*Problem statement*. Retype all of the data word for word, without pictures.

(Stored dataset items)
········

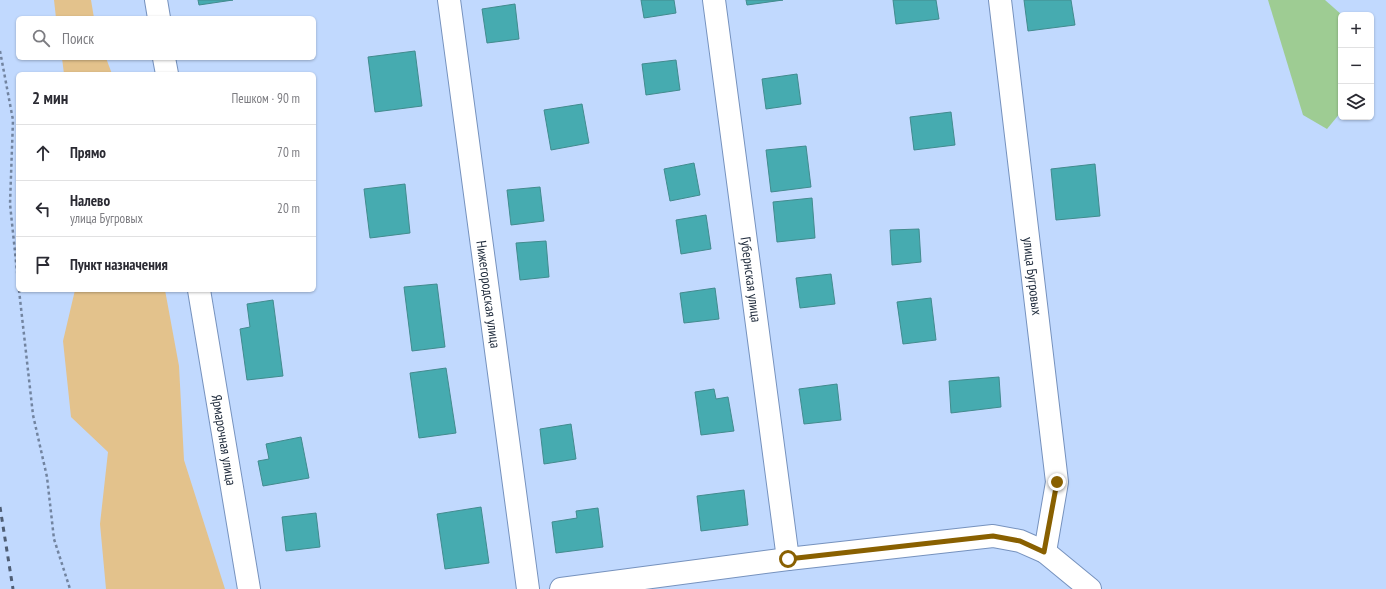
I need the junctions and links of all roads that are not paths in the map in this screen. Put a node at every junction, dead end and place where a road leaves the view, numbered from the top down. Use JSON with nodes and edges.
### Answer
{"nodes":[{"id":1,"x":156,"y":0,"type":"edge"},
{"id":2,"x":449,"y":0,"type":"edge"},
{"id":3,"x":714,"y":0,"type":"edge"},
{"id":4,"x":1000,"y":0,"type":"edge"},
{"id":5,"x":159,"y":16,"type":"edge"},
{"id":6,"x":164,"y":60,"type":"edge"},
{"id":7,"x":166,"y":72,"type":"edge"},
{"id":8,"x":199,"y":292,"type":"edge"},
{"id":9,"x":1044,"y":552,"type":"junction"},
{"id":10,"x":788,"y":559,"type":"junction"},
{"id":11,"x":249,"y":589,"type":"edge"},
{"id":12,"x":528,"y":589,"type":"edge"},
{"id":13,"x":561,"y":589,"type":"edge"},
{"id":14,"x":1090,"y":589,"type":"edge"}],
"edges":[{"from":1,"to":5,"type":"street"},
{"from":2,"to":12,"type":"street","name":"Нижегородская улица"},
{"from":3,"to":10,"type":"street","name":"Губернская улица"},
{"from":4,"to":9,"type":"street","name":"улица Бугровых"},
{"from":6,"to":7,"type":"street"},
{"from":8,"to":11,"type":"street","name":"Ярмарочная улица"},
{"from":9,"to":10,"type":"street"},
{"from":9,"to":14,"type":"street"},
{"from":10,"to":13,"type":"street"}]}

········

*Answer area*.
I need the junctions and links of all roads that are not paths in the map in this screen. Put a node at every junction, dead end and place where a road leaves the view, numbered from the top down. Use JSON with nodes and edges.
### Answer
{"nodes":[{"id":1,"x":156,"y":0,"type":"edge"},
{"id":2,"x":449,"y":0,"type":"edge"},
{"id":3,"x":714,"y":0,"type":"edge"},
{"id":4,"x":1000,"y":0,"type":"edge"},
{"id":5,"x":159,"y":16,"type":"edge"},
{"id":6,"x":164,"y":60,"type":"edge"},
{"id":7,"x":166,"y":72,"type":"edge"},
{"id":8,"x":199,"y":292,"type":"edge"},
{"id":9,"x":1044,"y":552,"type":"junction"},
{"id":10,"x":788,"y":559,"type":"junction"},
{"id":11,"x":249,"y":589,"type":"edge"},
{"id":12,"x":528,"y":589,"type":"edge"},
{"id":13,"x":561,"y":589,"type":"edge"},
{"id":14,"x":1090,"y":589,"type":"edge"}],
"edges":[{"from":1,"to":5,"type":"street"},
{"from":2,"to":12,"type":"street","name":"Нижегородская улица"},
{"from":3,"to":10,"type":"street","name":"Губернская улица"},
{"from":4,"to":9,"type":"street","name":"улица Бугровых"},
{"from":6,"to":7,"type":"street"},
{"from":8,"to":11,"type":"street","name":"Ярмарочная улица"},
{"from":9,"to":10,"type":"street"},
{"from":9,"to":14,"type":"street"},
{"from":10,"to":13,"type":"street"}]}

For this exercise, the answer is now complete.